Understanding how austerity makes public sector organisations collaborate

0 comments | 1 shares

Estimated reading time: 5 minutes

Although collaboration between public sector organisations is often understood as a response to cross-cutting policy needs that cannot be met individually, collaboration can also reduce costs, write Muiris MacCarthaigh, Thomas Elston, and Koen Verhoest.

Why do public sector organisations work together? There are some immediate and obvious answers to this question, such as the need to avoid service overlap and duplication, or to ensure that red-tape is minimised as much as possible for citizens and businesses. Public organisations may also be politically mandated to work together to tackle ‘wicked issues’, i.e. those that fall outside established organisational boundaries or that they cannot address alone, such as homelessness, online privacy or regional economic decline. Crises such as flooding or city pollution also result in demands for public organisations, that may otherwise have modest contact, to work closely together. A wealth of academic and consultancy literature exists offering advice on how best to organise, manage and maintain such collaborations.

However, what if the motivation for two or more organisations is not to address a wicked issue or crisis, but instead to save money? There is growing interest among scholars and practitioners alike in the role that inter-organizational collaboration can play in reducing the cost of delivering public services to citizens. Unlike complexity-driven collaborations which are concerned with task interdependencies, an efficiency-driven collaboration is concerned with achieving interdependencies of scale.

In a new publication, we develop a conceptual framework for understanding these scale collaborations, which we term ‘collaborative efficiency’ measures. We define them as multi-organizational arrangements designed to achieve levels of productive efficiency that cannot be achieved, or achieved easily, by single organizations. This use of such arrangements to realize size-contingent economies that are otherwise unavailable to individual public organisations is very distinct to the task-complexity explanation that currently dominates the collaborative public management literature.

The global financial crisis has played a major role in government at national, regional, and local levels seeking out such collaborative efficiency measures, which promise to generate financial savings whilst protecting front-line services as much as possible. The result has been an explosion in such practices as shared services (though these are not without their own risks and challenges), procurement co-operatives, and common process units. These collaborations are particularly important for small public organisations: once all internal means to make savings have been exhausted, they must look to external partners to help achieve further efficiencies.

There are lots of examples of these collaborative efficiency arrangements in the British case, and perhaps most notably at the local government level. But there are limits to what can feasibly be achieved and how far a focus on ‘innovation’ in service delivery can achieve savings.

Our research also addresses a much under-appreciated consequence of such collaborations. Not only are collaborative efficiency arrangements driven by ex ante inter-dependencies between two or more organisation seeking savings, but the arrangements themselves in turn create new forms of ex post inter-dependency.

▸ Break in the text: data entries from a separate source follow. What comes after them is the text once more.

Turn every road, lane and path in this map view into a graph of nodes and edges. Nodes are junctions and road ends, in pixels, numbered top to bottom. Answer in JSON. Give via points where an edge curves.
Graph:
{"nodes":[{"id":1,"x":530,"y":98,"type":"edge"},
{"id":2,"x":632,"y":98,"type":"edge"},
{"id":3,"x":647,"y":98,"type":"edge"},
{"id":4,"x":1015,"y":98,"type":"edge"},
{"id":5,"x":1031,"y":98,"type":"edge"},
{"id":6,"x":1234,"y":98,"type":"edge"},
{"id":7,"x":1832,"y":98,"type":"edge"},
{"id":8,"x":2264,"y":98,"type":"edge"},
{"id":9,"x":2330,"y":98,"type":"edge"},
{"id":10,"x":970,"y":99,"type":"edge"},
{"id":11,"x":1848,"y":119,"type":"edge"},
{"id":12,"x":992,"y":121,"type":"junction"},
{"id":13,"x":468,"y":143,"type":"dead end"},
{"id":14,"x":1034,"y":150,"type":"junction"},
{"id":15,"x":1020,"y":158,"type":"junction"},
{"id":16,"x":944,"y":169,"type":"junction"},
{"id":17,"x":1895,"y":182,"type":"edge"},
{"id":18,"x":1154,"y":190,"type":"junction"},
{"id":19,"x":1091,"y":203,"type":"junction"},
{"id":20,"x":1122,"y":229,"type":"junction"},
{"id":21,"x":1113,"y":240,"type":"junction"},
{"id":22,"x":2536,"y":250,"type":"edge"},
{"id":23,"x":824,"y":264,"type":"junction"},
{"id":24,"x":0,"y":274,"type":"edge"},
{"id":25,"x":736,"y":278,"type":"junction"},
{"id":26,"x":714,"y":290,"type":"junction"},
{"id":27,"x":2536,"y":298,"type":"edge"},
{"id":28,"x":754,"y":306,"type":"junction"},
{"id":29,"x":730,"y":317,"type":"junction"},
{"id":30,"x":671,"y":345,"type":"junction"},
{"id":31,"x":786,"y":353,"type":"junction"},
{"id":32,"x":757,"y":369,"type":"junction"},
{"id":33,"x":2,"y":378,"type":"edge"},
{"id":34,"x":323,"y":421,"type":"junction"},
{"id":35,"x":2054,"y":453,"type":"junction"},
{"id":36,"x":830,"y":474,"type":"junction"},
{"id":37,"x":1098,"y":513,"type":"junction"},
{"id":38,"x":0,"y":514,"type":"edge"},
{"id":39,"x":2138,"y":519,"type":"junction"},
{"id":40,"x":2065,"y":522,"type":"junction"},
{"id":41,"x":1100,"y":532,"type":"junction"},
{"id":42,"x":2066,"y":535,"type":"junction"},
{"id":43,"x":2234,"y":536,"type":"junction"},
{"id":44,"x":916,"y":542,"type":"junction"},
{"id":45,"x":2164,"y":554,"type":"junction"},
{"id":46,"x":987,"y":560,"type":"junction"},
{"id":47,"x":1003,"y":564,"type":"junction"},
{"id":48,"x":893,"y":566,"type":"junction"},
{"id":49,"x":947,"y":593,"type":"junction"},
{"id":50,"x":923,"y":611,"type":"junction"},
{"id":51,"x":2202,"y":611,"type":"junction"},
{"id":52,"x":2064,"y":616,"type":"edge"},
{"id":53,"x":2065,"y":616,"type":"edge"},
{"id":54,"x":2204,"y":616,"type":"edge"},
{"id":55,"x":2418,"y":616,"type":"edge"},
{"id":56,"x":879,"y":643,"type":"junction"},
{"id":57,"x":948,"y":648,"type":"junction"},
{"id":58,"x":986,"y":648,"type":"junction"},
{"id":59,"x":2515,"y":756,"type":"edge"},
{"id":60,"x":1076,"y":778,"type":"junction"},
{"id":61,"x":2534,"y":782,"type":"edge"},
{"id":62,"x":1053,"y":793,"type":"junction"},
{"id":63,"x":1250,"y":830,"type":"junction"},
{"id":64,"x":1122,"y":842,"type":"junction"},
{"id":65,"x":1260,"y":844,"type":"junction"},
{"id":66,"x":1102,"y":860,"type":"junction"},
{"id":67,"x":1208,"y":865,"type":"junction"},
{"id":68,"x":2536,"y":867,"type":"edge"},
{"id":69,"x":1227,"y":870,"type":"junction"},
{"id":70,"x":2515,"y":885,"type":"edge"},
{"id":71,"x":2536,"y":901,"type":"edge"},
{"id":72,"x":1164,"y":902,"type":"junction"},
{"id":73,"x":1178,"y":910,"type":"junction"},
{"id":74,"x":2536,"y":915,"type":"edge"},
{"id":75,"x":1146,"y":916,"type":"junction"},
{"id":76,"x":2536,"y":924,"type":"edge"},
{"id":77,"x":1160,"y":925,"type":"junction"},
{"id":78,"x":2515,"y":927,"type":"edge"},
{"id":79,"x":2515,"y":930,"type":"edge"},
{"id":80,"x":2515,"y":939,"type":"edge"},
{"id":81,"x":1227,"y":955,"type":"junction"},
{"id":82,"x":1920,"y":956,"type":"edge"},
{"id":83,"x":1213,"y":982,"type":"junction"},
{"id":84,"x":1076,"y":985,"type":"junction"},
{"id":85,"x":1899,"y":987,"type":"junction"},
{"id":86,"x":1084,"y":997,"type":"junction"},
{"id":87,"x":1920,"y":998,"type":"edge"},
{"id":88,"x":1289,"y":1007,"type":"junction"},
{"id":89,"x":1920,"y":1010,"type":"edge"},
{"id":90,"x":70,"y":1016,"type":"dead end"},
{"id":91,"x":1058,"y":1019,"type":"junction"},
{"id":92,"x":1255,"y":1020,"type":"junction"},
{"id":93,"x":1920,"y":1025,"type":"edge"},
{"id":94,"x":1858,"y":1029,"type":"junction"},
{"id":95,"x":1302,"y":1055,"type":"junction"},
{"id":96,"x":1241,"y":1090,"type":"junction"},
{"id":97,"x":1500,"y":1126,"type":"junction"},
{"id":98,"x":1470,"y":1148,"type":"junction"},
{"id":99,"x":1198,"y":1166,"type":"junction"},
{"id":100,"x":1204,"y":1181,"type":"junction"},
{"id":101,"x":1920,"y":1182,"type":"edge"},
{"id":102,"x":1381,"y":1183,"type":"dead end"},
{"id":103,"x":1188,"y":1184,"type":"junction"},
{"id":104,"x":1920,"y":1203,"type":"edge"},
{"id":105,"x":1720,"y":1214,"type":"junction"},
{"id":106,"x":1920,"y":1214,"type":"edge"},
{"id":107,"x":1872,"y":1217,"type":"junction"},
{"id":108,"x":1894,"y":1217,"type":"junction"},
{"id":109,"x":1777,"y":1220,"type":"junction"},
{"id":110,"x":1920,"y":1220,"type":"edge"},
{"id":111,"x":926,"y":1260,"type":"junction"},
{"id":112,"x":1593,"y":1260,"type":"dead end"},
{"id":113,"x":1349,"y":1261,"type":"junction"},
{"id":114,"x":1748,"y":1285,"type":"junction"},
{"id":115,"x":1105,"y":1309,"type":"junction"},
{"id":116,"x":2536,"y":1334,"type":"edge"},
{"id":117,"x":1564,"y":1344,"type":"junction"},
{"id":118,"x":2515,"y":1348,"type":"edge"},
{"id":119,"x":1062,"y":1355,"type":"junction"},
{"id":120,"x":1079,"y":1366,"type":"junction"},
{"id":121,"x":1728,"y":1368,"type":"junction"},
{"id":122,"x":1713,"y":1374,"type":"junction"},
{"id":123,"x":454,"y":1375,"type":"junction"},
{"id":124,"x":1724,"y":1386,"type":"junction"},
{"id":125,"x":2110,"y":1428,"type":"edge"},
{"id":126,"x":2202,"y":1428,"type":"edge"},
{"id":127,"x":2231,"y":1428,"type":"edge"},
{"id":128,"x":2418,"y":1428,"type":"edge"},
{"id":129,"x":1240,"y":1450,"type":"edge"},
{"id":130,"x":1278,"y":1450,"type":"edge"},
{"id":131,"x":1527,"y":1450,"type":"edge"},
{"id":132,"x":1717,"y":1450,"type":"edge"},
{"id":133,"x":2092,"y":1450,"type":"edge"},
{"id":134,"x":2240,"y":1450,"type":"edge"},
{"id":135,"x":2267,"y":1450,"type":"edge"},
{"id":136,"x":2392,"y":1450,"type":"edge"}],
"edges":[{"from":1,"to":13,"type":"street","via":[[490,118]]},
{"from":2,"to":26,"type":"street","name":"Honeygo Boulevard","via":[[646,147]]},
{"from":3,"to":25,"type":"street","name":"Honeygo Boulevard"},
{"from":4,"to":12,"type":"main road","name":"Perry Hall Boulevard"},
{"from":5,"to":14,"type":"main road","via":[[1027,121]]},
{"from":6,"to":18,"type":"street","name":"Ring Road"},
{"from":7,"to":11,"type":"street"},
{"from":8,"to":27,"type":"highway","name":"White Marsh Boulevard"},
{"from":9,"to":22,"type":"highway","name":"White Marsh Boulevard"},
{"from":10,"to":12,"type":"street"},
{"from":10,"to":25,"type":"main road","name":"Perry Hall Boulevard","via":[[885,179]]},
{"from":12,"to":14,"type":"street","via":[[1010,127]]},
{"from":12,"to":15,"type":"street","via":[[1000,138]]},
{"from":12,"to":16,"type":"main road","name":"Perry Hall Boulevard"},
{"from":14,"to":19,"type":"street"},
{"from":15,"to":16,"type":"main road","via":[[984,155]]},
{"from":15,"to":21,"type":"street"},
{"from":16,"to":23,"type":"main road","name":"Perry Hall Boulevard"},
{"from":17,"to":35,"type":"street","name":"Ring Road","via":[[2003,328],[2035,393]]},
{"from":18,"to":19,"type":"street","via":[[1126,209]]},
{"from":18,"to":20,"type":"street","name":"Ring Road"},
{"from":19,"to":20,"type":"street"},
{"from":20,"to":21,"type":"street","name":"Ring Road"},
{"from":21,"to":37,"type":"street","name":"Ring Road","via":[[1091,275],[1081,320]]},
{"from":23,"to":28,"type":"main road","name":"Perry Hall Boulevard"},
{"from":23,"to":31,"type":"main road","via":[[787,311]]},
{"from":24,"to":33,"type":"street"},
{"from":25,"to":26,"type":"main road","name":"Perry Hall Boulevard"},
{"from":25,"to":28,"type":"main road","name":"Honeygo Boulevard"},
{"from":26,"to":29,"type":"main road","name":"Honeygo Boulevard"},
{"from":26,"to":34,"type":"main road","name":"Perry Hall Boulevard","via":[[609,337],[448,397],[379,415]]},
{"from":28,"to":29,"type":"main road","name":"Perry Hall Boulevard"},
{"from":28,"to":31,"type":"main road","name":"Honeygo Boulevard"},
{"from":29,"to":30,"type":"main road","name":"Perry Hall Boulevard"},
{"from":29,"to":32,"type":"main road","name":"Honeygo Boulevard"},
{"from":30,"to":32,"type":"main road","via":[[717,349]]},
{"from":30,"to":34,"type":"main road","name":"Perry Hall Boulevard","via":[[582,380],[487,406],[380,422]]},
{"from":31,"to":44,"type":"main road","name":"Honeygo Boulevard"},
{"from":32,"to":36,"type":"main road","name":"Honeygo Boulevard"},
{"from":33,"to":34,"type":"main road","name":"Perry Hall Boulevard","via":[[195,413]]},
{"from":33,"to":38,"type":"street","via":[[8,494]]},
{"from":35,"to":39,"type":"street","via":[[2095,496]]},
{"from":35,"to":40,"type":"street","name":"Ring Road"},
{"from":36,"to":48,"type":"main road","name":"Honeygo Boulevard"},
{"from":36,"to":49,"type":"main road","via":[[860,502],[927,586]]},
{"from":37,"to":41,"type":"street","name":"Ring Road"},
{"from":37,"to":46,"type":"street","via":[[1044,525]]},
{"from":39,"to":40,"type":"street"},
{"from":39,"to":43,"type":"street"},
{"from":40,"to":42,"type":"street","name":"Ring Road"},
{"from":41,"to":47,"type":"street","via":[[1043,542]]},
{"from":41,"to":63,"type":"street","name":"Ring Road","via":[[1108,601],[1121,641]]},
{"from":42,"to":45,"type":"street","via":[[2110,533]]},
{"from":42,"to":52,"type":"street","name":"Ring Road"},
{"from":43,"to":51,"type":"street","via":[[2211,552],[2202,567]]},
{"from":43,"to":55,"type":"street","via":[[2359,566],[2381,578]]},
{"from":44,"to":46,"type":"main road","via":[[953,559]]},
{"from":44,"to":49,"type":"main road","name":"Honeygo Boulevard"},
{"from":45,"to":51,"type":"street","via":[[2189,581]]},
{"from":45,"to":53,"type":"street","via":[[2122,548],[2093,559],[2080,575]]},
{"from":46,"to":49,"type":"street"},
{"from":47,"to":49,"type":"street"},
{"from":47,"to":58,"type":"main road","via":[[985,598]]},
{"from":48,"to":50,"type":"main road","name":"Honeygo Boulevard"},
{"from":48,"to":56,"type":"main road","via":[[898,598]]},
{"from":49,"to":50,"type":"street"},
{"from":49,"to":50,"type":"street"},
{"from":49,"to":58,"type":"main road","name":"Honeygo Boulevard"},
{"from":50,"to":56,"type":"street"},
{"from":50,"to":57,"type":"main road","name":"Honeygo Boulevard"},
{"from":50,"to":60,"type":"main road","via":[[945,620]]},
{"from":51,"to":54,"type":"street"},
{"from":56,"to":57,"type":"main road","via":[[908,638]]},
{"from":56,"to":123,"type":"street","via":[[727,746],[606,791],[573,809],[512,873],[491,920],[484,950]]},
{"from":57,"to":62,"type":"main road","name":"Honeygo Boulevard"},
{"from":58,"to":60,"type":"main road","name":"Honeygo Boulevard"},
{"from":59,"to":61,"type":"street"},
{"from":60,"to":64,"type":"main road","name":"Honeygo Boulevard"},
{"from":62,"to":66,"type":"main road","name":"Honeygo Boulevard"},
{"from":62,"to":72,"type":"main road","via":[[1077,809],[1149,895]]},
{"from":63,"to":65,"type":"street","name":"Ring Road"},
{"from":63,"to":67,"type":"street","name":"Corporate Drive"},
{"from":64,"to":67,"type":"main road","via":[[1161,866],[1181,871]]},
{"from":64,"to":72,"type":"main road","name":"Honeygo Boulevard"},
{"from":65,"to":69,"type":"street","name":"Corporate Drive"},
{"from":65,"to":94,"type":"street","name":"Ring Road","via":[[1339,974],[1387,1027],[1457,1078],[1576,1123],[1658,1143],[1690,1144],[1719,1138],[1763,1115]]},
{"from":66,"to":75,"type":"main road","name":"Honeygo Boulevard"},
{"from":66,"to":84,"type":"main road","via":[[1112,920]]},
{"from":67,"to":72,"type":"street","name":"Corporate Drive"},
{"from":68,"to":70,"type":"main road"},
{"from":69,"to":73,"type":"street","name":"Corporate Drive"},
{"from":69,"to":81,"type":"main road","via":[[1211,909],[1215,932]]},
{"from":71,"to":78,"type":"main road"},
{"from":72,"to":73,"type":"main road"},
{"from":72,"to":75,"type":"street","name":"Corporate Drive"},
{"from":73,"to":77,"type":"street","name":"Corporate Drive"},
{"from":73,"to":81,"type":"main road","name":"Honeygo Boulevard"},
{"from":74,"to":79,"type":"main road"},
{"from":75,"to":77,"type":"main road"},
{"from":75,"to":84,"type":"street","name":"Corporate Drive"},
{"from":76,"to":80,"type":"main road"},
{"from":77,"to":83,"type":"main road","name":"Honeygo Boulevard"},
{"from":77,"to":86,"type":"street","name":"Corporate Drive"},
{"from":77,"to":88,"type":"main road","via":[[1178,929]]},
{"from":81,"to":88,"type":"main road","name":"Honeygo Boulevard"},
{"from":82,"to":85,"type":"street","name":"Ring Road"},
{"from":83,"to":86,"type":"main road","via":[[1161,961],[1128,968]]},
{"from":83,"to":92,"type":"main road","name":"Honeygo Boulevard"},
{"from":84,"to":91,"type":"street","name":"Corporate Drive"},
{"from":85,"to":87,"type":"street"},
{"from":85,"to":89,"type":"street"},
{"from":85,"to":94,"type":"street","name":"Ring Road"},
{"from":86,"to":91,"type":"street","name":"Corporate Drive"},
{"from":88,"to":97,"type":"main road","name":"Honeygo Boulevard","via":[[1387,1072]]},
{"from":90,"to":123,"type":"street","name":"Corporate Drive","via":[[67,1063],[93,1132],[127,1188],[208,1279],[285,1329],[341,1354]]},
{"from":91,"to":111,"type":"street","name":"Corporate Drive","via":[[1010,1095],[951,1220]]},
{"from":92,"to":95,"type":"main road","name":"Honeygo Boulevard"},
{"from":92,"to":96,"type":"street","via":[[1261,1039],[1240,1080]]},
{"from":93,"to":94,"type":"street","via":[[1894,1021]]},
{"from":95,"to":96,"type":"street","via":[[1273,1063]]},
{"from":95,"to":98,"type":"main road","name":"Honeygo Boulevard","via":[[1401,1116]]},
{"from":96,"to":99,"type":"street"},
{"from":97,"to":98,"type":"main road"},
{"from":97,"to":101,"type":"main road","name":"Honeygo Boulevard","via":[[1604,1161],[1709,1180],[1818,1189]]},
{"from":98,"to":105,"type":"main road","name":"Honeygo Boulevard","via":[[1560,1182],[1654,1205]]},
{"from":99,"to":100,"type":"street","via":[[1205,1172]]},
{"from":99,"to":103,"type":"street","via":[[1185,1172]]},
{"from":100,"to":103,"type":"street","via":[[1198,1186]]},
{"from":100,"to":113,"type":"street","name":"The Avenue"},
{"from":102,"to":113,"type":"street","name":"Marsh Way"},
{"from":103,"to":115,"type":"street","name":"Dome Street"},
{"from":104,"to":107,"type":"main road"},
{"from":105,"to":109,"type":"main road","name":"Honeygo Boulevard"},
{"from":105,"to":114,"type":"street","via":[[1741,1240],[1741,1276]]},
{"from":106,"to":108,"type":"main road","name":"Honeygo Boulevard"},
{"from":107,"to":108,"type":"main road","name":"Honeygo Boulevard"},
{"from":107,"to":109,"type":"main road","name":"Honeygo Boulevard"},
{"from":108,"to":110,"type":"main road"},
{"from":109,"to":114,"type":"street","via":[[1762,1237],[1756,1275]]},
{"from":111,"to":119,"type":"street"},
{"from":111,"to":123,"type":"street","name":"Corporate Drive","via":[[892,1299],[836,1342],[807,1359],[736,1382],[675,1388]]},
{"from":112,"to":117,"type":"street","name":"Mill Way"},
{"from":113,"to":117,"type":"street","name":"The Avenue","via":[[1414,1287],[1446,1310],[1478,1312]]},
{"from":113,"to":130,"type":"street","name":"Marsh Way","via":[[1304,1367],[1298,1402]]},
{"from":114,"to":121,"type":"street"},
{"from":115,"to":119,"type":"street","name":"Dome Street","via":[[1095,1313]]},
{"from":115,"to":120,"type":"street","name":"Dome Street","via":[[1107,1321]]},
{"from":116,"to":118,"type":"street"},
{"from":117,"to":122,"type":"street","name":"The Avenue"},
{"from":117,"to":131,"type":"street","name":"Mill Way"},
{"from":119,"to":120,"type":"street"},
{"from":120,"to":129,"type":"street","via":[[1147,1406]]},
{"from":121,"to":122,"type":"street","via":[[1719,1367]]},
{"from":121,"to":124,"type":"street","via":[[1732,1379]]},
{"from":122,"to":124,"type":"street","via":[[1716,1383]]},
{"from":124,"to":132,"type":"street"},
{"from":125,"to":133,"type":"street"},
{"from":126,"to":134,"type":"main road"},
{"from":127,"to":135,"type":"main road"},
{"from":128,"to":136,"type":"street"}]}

In some cases, these new interdependencies can reduce the benefits of collaboration, sometimes disastrously, and they do not prevent public organisations running into serious financial difficulty. But more common is a loss of autonomy for each member of the new partnership, particularly in terms of decision-making and work scheduling. And agreeing on collective decisions can take longer as the collaboration expands. It can also mean that the performance of one organization is suddenly subject to the mistakes and opportunism of others over which they have little control. What was previously self-determined is now contingent on others’ behaviour.  And as they develop, these new collaborations require some form of new and agreed governance mechanism.

Our publication provides an organisation-theory based framework for understanding these ex ante and ex post interdependencies and their impact upon the formation, governance, and outcomes of collaborative efficiency arrangements.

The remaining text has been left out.